* **ACTIVITY**: Using the data below, show every line where the word "points" occurs.
### GIVEN INFORMATION
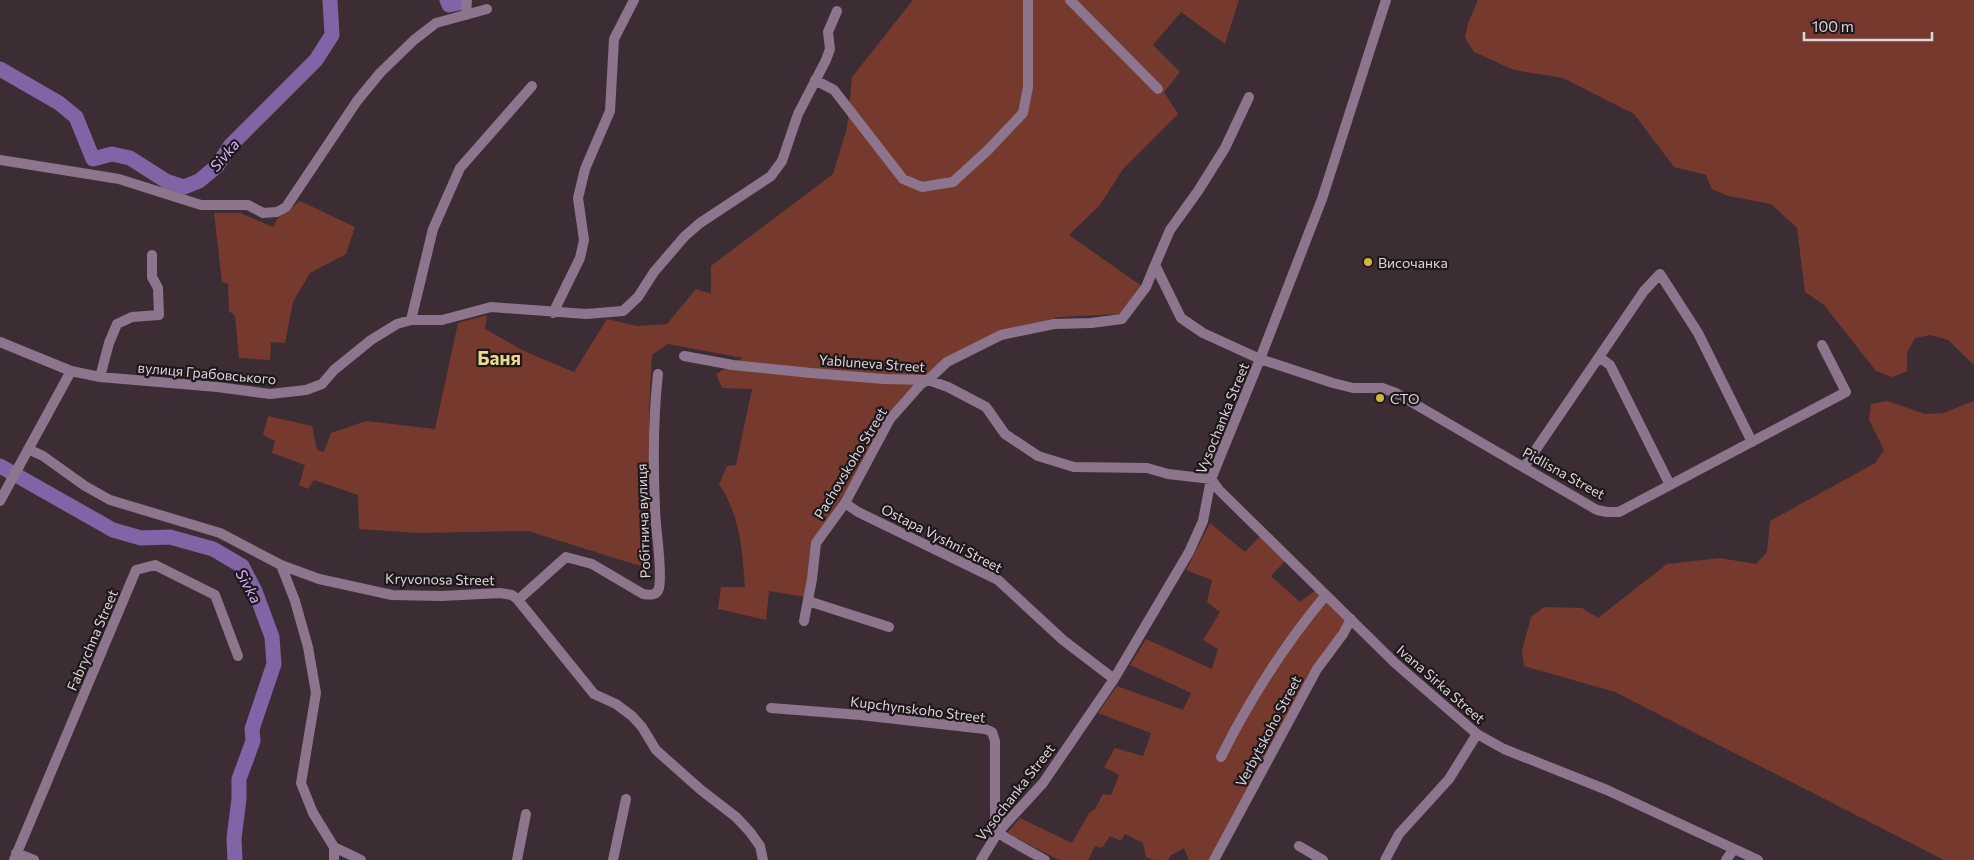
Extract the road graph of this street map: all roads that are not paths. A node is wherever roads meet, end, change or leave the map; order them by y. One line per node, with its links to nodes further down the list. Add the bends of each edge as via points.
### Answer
1 (468, 0): 8 (street)
2 (634, 0): 16 (street, via 614,39 610,111 585,169 578,198 584,240 580,258)
3 (1028, 0): 9 (street, via 1028,87 1023,112 953,182 922,187 903,179 834,90)
4 (1070, 0): 11 (street)
5 (1386, 0): 22 (street, Vysochanka Street, via 1322,199)
6 (487, 9): 8 (street)
7 (837, 11): 9 (street, вулиця Грабовського, via 828,32 830,49)
8 (466, 15): 13 (street, via 436,23 380,73 356,101 286,207 277,212 262,213 248,205 201,205 119,179)
9 (815, 80): 16 (street, вулиця Грабовського, via 798,114 782,160 771,176 685,236 654,272 638,297 623,311)
10 (532, 86): 17 (street, via 460,168 433,229)
11 (1158, 89)
12 (1249, 97): 15 (street, Pachovskoho Street, via 1225,148 1170,230)
13 (0, 160)
14 (152, 255): 25 (street, via 152,277 158,288 159,315 132,317 117,324)
15 (1155, 265): 22 (street, via 1181,318 1203,333); 26 (street, Pachovskoho Street, via 1146,286 1122,319 1054,324 1001,335 947,362)
16 (553, 313): 17 (street, вулиця Грабовського, via 491,307 442,320)
17 (411, 320): 25 (street, вулиця Грабовського, via 397,324 372,340 334,370 322,384 306,390 270,394)
18 (0, 342): 23 (street, вулиця Грабовського)
19 (1822, 345): 27 (street, Pidlisna Street, via 1846,392)
20 (684, 356): 26 (street, Yabluneva Street, via 811,373)
21 (1599, 358): 27 (street, via 1644,290 1660,274 1698,333); 29 (street); 31 (street, via 1610,365)
22 (1260, 359): 29 (street, Pidlisna Street, via 1353,388 1382,388 1396,393); 30 (street, Vysochanka Street)
23 (71, 371): 25 (street, вулиця Грабовського); 28 (street)
24 (658, 374): 36 (street, Робітнича вулиця, via 654,404 659,566 656,592 643,594 592,564 566,557)
25 (100, 377)
26 (928, 380): 30 (street, Yabluneva Street, via 986,407 1005,434 1038,456 1074,467 1147,468); 33 (street, Pachovskoho Street, via 890,419)
27 (1752, 442): 31 (street, Pidlisna Street)
28 (28, 449): 32 (street); 34 (street, Kryvonosa Street, via 110,500 220,533)
29 (1524, 467): 31 (street, Pidlisna Street, via 1597,510 1607,512 1619,512)
30 (1211, 479): 35 (street, Ivana Sirka Street); 42 (street, Vysochanka Street, via 1203,521 1190,552)
31 (1670, 485)
32 (0, 501)
33 (845, 503): 37 (street, Pachovskoho Street, via 816,543); 42 (street, Ostapa Vyshni Street, via 998,580 1063,640)
34 (281, 565): 36 (street, Kryvonosa Street, via 318,579 392,595 500,593); 50 (street, via 308,646 316,693 301,782 313,813)
35 (1326, 595): 38 (street, Ivana Sirka Street); 45 (street, via 1269,671)
36 (518, 600): 58 (street, via 594,694 632,716 656,750 741,822 760,846)
37 (808, 601): 39 (street, Pachovskoho Street); 40 (street)
38 (1351, 619): 44 (street, Ivana Sirka Street, via 1395,663); 61 (street, Verbytskoho Street, via 1317,669)
39 (804, 622)
40 (889, 627)
41 (238, 656): 52 (street, Fabrychna Street, via 215,595 155,565 136,570)
42 (1114, 679): 48 (street, Vysochanka Street, via 1043,783)
43 (771, 708): 48 (street, Kupchynskoho Street, via 985,728 992,732 995,741 995,818)
44 (1477, 734): 51 (street, Ivana Sirka Street, via 1504,749 1607,790); 63 (street, via 1449,779 1399,834)
45 (1222, 758)
46 (626, 799): 57 (street)
47 (526, 814): 56 (street)
48 (998, 832): 59 (street, Vysochanka Street); 60 (street)
49 (1300, 846): 62 (street)
50 (334, 847): 54 (street); 55 (street)
51 (1734, 849): 64 (street); 65 (street, Ivana Sirka Street)
52 (15, 857): 53 (street)
53 (34, 860)
54 (334, 860)
55 (361, 860)
56 (517, 860)
57 (612, 860)
58 (763, 860)
59 (981, 860)
60 (1045, 860)
61 (1214, 860)
62 (1324, 860)
63 (1385, 860)
64 (1726, 860)
65 (1758, 860)

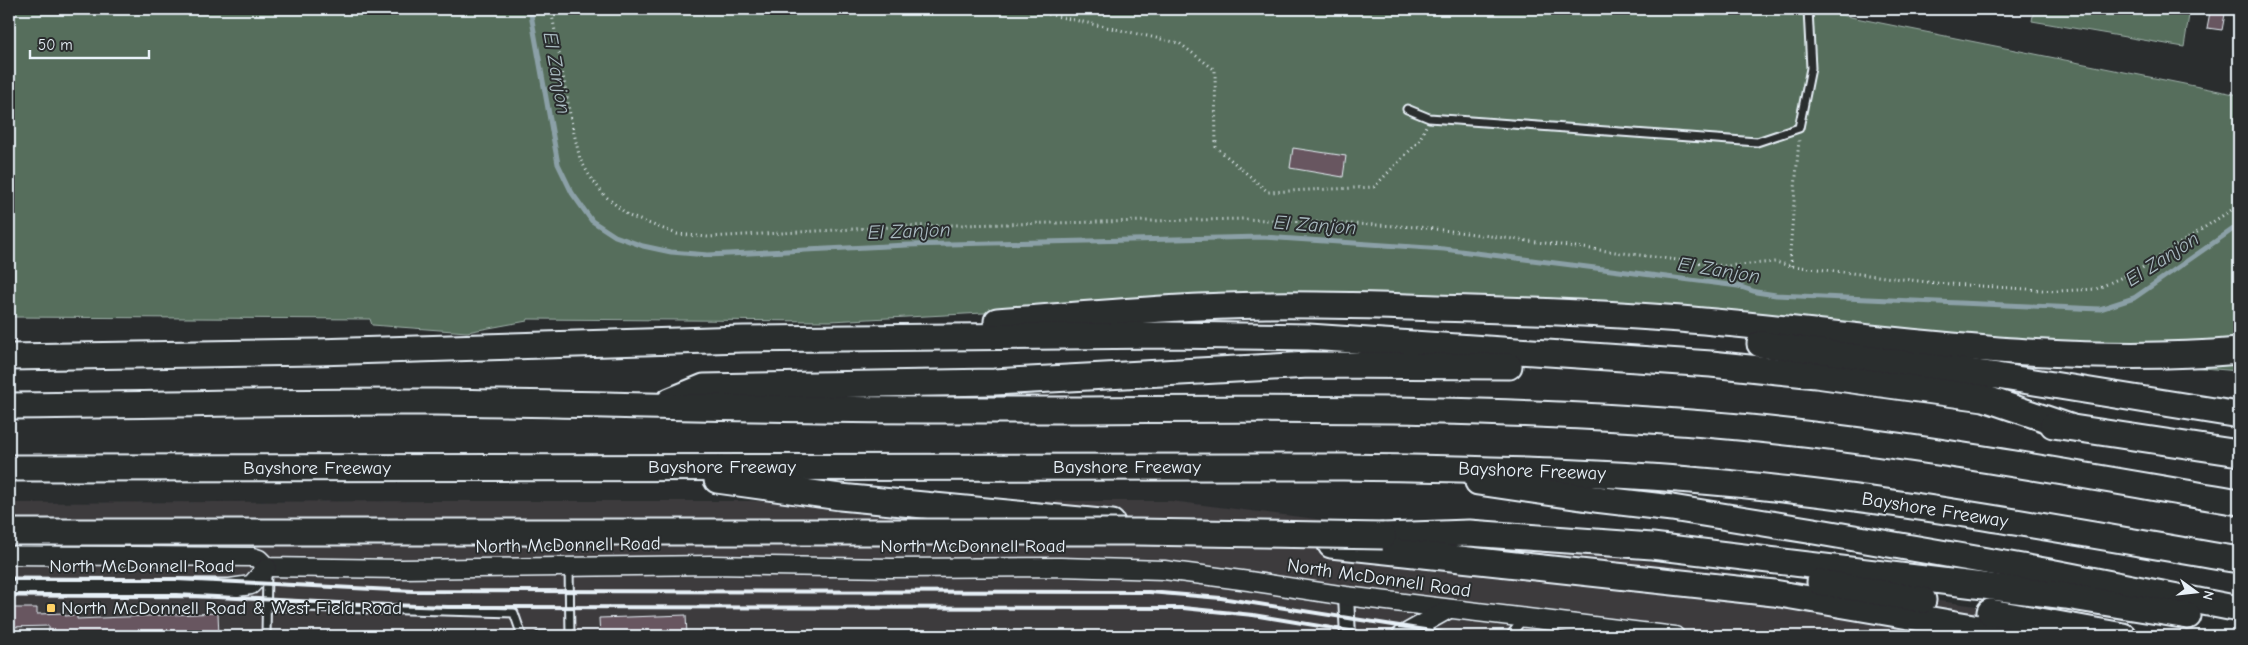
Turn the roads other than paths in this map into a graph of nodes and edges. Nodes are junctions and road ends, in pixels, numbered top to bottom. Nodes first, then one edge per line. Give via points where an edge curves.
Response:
1 (1808, 9) edge
2 (1407, 109) dead end
3 (1347, 305) junction
4 (743, 339) junction
5 (2239, 351) edge
6 (9, 357) edge
7 (658, 405) junction
8 (9, 406) edge
9 (2239, 415) edge
10 (2070, 427) junction
11 (2239, 453) edge
12 (1374, 467) junction
13 (9, 468) edge
14 (631, 468) junction
15 (2239, 502) edge
16 (9, 532) edge
17 (9, 555) edge
18 (1717, 559) junction
19 (2239, 560) edge
20 (569, 566) junction
21 (267, 567) junction
22 (9, 588) edge
23 (1346, 596) junction
24 (267, 606) junction
25 (1449, 609) junction
26 (2239, 609) edge
27 (1524, 618) junction
28 (2239, 624) edge
29 (266, 636) edge
30 (522, 636) edge
31 (539, 636) edge
32 (570, 636) edge
33 (1348, 636) edge
34 (1401, 636) edge
35 (1510, 636) edge
36 (1675, 636) edge
37 (2026, 636) edge
38 (2123, 636) edge

1 - 2 lane via 1811,68 1800,128 1757,142 1429,118
3 - 4 highway via 1162,310
3 - 5 highway via 1662,317 2019,353 2148,355
3 - 9 highway via 1769,346 1997,376
4 - 6 highway via 317,352
4 - 10 highway via 1166,335 1429,343 1711,364 1854,380 1984,398
7 - 8 highway via 429,402
7 - 10 highway via 704,387 994,382 1310,364 1497,365 1647,375 1830,393
7 - 15 highway via 923,410 1451,411 1613,417 1888,444
10 - 11 highway
12 - 14 highway, Bayshore Freeway
12 - 19 highway, Bayshore Freeway via 1558,471 1790,489 1950,511
12 - 26 highway via 1814,531
13 - 14 highway, Bayshore Freeway
14 - 37 highway via 840,497 1407,552 1774,592
16 - 18 highway, bridge via 1137,532 1383,536
17 - 21 street, North McDonnell Road via 253,557
18 - 28 highway via 2066,596
18 - 38 highway
20 - 21 street, North McDonnell Road
20 - 23 street, North McDonnell Road via 1164,570
20 - 32 lane
21 - 22 street, North McDonnell Road via 251,585 230,588
21 - 24 lane
23 - 25 street, North McDonnell Road
23 - 33 street
24 - 29 lane
24 - 30 lane via 514,613
25 - 27 street, North McDonnell Road
25 - 34 street
27 - 35 lane
27 - 36 street, North McDonnell Road
31 - 32 lane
######
* **WRITTEN ANSWER**:
Extract the road graph of this street map: all roads that are not paths. A node is wherever roads meet, end, change or leave the map; order them by y. One line per node, with its links to nodes further down the list. Add the bends of each edge as via points.
Turn the roads other than paths in this map into a graph of nodes and edges. Nodes are junctions and road ends, in pixels, numbered top to bottom. Nodes first, then one edge per line. Give via points where an edge curves.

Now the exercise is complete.